Marc BlochSeptember 13, 2021 

All new presidential administrations lay out their agenda for prospective action for each respective executive agency.  On August 12, 2021, the General Counsel for the National Labor Relations Board (Board or NLRB), Jennifer Abruzzo, issued a seven-page memorandum titled, “Mandatory Submission to Advice.”  The “Advice” section of the General Counsel’s  staff is essentially charged with advancing the purpose and policy of the National Labor Relations Act (Act) as determined by whomever is sitting in the White House. Consequently, under the Biden administration, following a Republican administration, the General Counsel will be looking to reinvigorate principles articulated in the prior Democratic administration and/or “correct” the misguided direction of the Trump Board’s decisions.

The purpose of this article is to highlight two areas— the use of company email and handbooks for union organizing—that the General Counsel is seeking to revisit and in all probability revert back to Obama Board precedents. I hope, over time, to touch on many of the less esoteric subjects the General Counsel has indicated that need to be addressed that are relevant in day-to-day employee relations.

Company email

The Act has an inherent conflict between certain articulated employee rights (found in Section 7 of the Act) and employer property rights. However, historically, workplace restrictions on employee union-related conversations during non-work time was presumptively unlawful to avoid creating an “unreasonable impediment to the exercise of the right to self-organization.”  In 2014, the Obama Board found that the use of a company’s email system for internal communications should be permitted for the purpose of non-working time, union-related communications. This reversed a 2007 Bush Board decision that an employer has a right to control its communications systems (unless there is no other way to communicate to employees). In 2019, the Trump Board reverted to the prior Bush Board’s standard when it overturned the Obama Board’s decision.  Consequently, the current rule is that absent extraordinary reasons, employees may not use company email for union-related communications.

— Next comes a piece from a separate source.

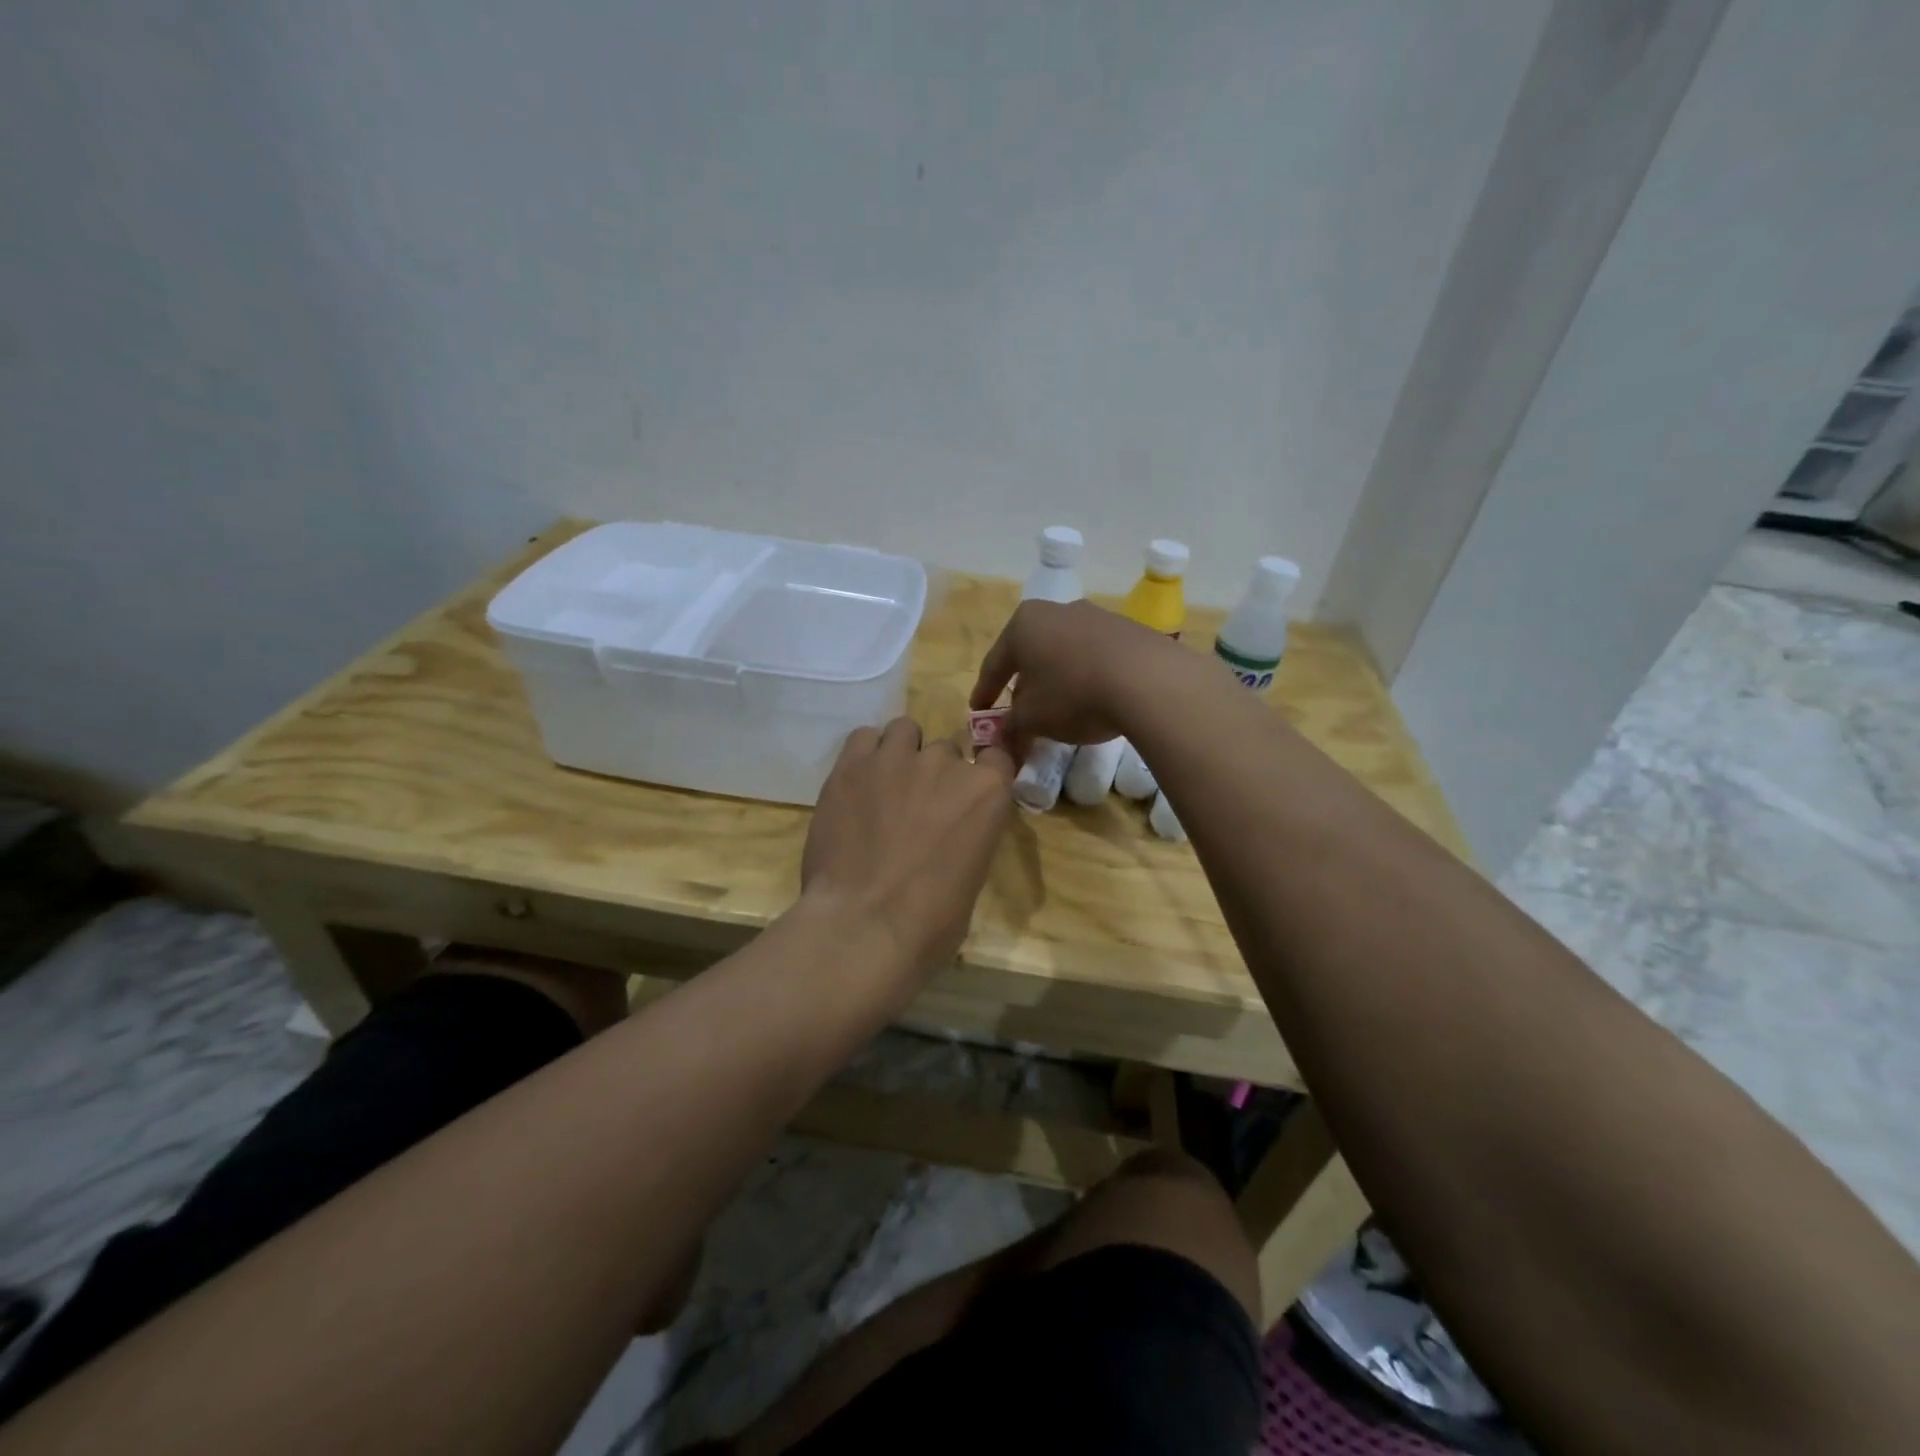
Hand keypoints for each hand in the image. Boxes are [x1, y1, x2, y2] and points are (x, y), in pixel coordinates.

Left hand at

The new General Counsel has since instructed the regional offices to submit cases related to “employee’s use of other electronic platforms in the workplace…or other employer communication systems” to Advice for determination if such restrictions are a violation of employee rights to self-organize.

Handbooks

An employee relations cynic might wonder if employees ever read the company handbooks that they receive (and subsequent updates) when they join the company. Nevertheless, the Obama Board scrutinized employee handbook language and in some instances found that certain clauses or phrases “interfered” with employee rights (Section 7) and violated the Act. For years the Board has wrestled with a standard of the “reasonable employee” and what that employee would construe from reading certain company pronouncements, such as those contained in a company handbook. While not seeking to take a political position, it appears that the Democratic Board reads these documents with greater scrutiny than do their Republican counterparts. For instance, the Obama Board, determined that a “no camera rule,” while facially neutral, constituted unlawful interference with certain employee rights under the Act. This finding followed a line of cases that found that other facially neutral handbook rules were also determined to be violative of the Act.

In 2004, the Bush Board found that handbook rules were to be measured by a three-part test: (1) employees would reasonably construe the language to prohibit Section 7 activity; (2) the rule was promulgated in response to union activity; or (3) the rule had been applied in such a manner as to restrict Section 7 rights.

In 2017, the Trump Board in Boeing determined that the Company’s maintenance of a “no camera rule” was not a violation of the Act reversing the prior Obama Board.  The Trump Board found that the application of the 2004 decision by the Obama Board had led to absurd findings of violations of the Act in cases where rules requested employees to “work harmoniously” or conduct themselves in a “positive and professional manner.” Consequently, the Trump Board revised the 2004 standard by stating that handbook provisions would be evaluated by the Board looking at two things: “(i) the nature and extent of the potential impact on NLRA rights; and (ii) the legitimate justifications associated with the rule.”

The current General Counsel has indicated through its August memo that it is “determining the overall legality of workplace/employee handbook rules.  This includes, but is not limited to…applicability of Boeing (decision above) to confidentiality rules, non-disparagement rules, social media rules, media communication rules, civility rules, respectful and professional manner rules, offensive language rules and no camera rules.” Additionally, the memo also revealed such work rules will be reviewed from the “perspective of the “objectively reasonable employee” who is aware of his legal rights and also interprets work rules as they apply to the ‘everydayness’ of his job.”

It appears that when given the opportunity, the Biden Board will be reverting back the Obama Board’s more scrutinized handbook standard.

Marc J. Bloch is a partner in the Labor and Employment Services Group of the Ohio-based law firm of Walter | Haverfield LLP.